United States District Court, D. Utah, Central Division

March 15, 2019

ADRIANA CLARK, Plaintiff,
v.
VIVINT SOLAR, INC., Defendant.

          Jill N. Parrish District Judge

          MEMORANDUM DECISION AND ORDER

          PAUL M. WARNER CHIEF UNITED STATES MAGISTRATE JUDGE.

          District Judge Jill N. Parrish referred this case to Chief Magistrate Judge Paul M. Warner pursuant to 28 U.S.C. § 636(b)(1)(A).[1] Before the court are (1) Plaintiff Adriana Clark's (“Clark”) motion to compel[2] and (2) Defendant Vivint Solar, Inc.'s (“Vivint”) motion to compel Clark's appearance at a deposition.[3] The court has carefully reviewed the written memoranda submitted by the parties. Pursuant to Civil Rule 7-1(f) of the Rules of Practice for the United States District Court for the District of Utah, the court has concluded that oral argument is not necessary and will decide the motions on the basis of the written memoranda. See DUCivR 7-1(f).

         LEGAL STANDARDS

         Before addressing the above-referenced motions, the court sets forth the following general legal standards governing discovery. Rule 26(b)(1) provides:

Parties may obtain discovery regarding any nonprivileged matter that is relevant to any party's claim or defense and proportional to the needs of the case, considering the importance of the issues at stake in the action, the amount in controversy, the parties' relative access to relevant information, the parties' resources, the importance of the discovery in resolving the issues, and whether the burden or expense of the proposed discovery outweighs its likely benefit. Information within this scope of discovery need not be admissible in evidence to be discoverable.

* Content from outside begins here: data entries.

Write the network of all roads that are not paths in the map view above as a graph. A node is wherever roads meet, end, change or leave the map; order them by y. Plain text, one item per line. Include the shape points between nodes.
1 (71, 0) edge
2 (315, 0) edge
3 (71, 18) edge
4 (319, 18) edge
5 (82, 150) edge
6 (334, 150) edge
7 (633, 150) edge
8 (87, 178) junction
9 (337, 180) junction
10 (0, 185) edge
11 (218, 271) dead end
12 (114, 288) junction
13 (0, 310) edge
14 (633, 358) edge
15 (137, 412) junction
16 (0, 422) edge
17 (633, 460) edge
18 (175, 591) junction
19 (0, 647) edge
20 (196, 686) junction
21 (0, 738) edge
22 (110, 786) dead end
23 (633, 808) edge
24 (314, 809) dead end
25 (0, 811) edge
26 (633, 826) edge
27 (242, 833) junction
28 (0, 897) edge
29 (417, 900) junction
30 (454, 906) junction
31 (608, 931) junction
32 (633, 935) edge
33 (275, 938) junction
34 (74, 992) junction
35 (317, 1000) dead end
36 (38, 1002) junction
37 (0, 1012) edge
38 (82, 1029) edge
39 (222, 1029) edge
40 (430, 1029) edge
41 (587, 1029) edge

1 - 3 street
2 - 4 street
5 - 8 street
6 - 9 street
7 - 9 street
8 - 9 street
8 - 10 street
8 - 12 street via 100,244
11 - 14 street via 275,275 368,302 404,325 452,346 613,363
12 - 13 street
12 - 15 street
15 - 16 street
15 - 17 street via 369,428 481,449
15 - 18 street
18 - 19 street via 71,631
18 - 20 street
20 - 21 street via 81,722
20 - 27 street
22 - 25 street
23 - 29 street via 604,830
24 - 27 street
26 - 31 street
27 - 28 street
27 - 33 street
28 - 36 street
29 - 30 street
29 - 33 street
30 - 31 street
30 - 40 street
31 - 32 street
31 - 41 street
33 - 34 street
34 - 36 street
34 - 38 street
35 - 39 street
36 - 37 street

Fed. R. Civ. P. 26(b)(1). “The district court has broad discretion over the control of discovery, and [the Tenth Circuit] will not set aside discovery rulings absent an abuse of that discretion.” Sec. & Exch. Comm'n v. Merrill Scott & Assocs., Ltd., 600 F.3d 1262, 1271 (10th Cir. 2010) (quotations and citations omitted).

         ANALYSIS

         I. Clark's Motion to Compel

         In her motion, Clark seeks compelled responses from Vivint to her Interrogatory Nos. 2, 6, 8, 9, and 11, as well as her Request for Production Nos. 1, 3, 9, 10, and 11. Those discovery requests can be generally grouped into the following five categories: (A) salary and related information for 181 Vivint employees (Interrogatory Nos. 2, 11; Request for Production Nos. 1, 3); (B) Vivint employee pay complaints from 2013 to the present (Interrogatory Nos. 8, 9; Request for Production Nos. 1, 10); (C) information about separations of certain former Vivint employees (Interrogatory No. 6; Request for Production No. 1); (D) documents regarding complaints made by Clark to Vivint (Request for Production No. 9); and (E) documents regarding all complaints of discrimination made by any employee to Vivint from 2013 to the present (Request for Production No. 11). The court will address those categories in turn, followed by (F) Vivint's request for an award of reasonable expenses incurred in connection with Clark's motion.

         A. Salary and Related Information

         The discovery requests that are the subject of this category seek salary and related information for 181 of Vivint's employees.[4] Clark argues that she is entitled to that information because it is relevant and proportional. In response, Vivint argues that Clark entitled to only salary and related information for employees who worked in Clark's employing unit. Vivint further asserts that it has already provided to Clark the salary and related information for the 58 employees who worked in Clark's employing unit, the Vivint Solar Human Capital Department.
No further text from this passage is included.